- Born: 1982 (age 43–44) Dhaka, Bangladesh
- Alma mater: University of Dhaka
- Occupation: Actress
- Years active: 2000–present
- Spouse: Mosharraf Karim ​(m. 2004)​
- Children: 1

= Robena Reza Jui =

Bangladeshi actress

Robena Reza Jui (রোবেনা রেজা জুঁই; born 1982) is a Bangladeshi actress who works in television and film. She has appeared in more than 150 television plays, over a hundred of them opposite her husband, the actor Mosharraf Karim.

== Early life and education ==
Jui was born in 1982; her family is from Jamalpur District. She studied music during school and college, and went on to take a bachelor's and a master's degree in anthropology at the University of Dhaka. Her master's thesis examined the position and working environment of women in the media.

== Career ==
Jui's research on the media led her to observe film shoots, which drew her towards acting; she began performing after her son turned three. Her first television play was Similar 2. She has since appeared in more than 150 plays, including over a hundred with Mosharraf Karim.
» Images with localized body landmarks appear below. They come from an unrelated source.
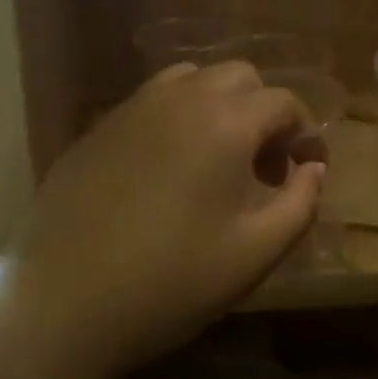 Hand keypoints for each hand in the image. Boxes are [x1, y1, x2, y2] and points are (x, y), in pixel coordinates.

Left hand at [0, 61, 324, 378]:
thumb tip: (314, 169)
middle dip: (264, 112)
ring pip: (191, 81)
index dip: (306, 132)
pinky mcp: (98, 128)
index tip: (308, 168)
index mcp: (225, 123)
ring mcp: (132, 109)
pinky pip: (151, 103)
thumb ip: (300, 204)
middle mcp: (179, 99)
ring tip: (217, 160)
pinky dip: (177, 118)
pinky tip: (168, 170)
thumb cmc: (171, 282)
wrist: (63, 301)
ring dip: (219, 107)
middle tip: (264, 167)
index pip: (283, 102)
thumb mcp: (255, 253)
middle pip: (239, 77)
Her film appearances include Television, Oggatonama and Gangkumari. She also played Sitara, the second wife of a Razakar, in Maa, directed by Aranyo Anawer and shot in Kapasia, Gazipur.

Jui and Mosharraf Karim starred in the short film Aborto – The Circle, directed by Mahamudul Hasan Tipu, which was selected for the eighth Bengali Film Festival of Dallas in 2025. In 2026 she appeared in the television series Shadi Mubarak, directed by Shamim Zaman and broadcast on Maasranga Television.

In a 2021 interview she said that she never wanted to retire from acting, because of the range of characters the work allowed her to play.

== Personal life ==
Jui married the actor Mosharraf Karim on 7 October 2004, after a courtship of about four years. The two had met at a coaching centre in Dhaka where Karim taught and where she later worked as an instructor. They have one son, Roben Rayan Karim.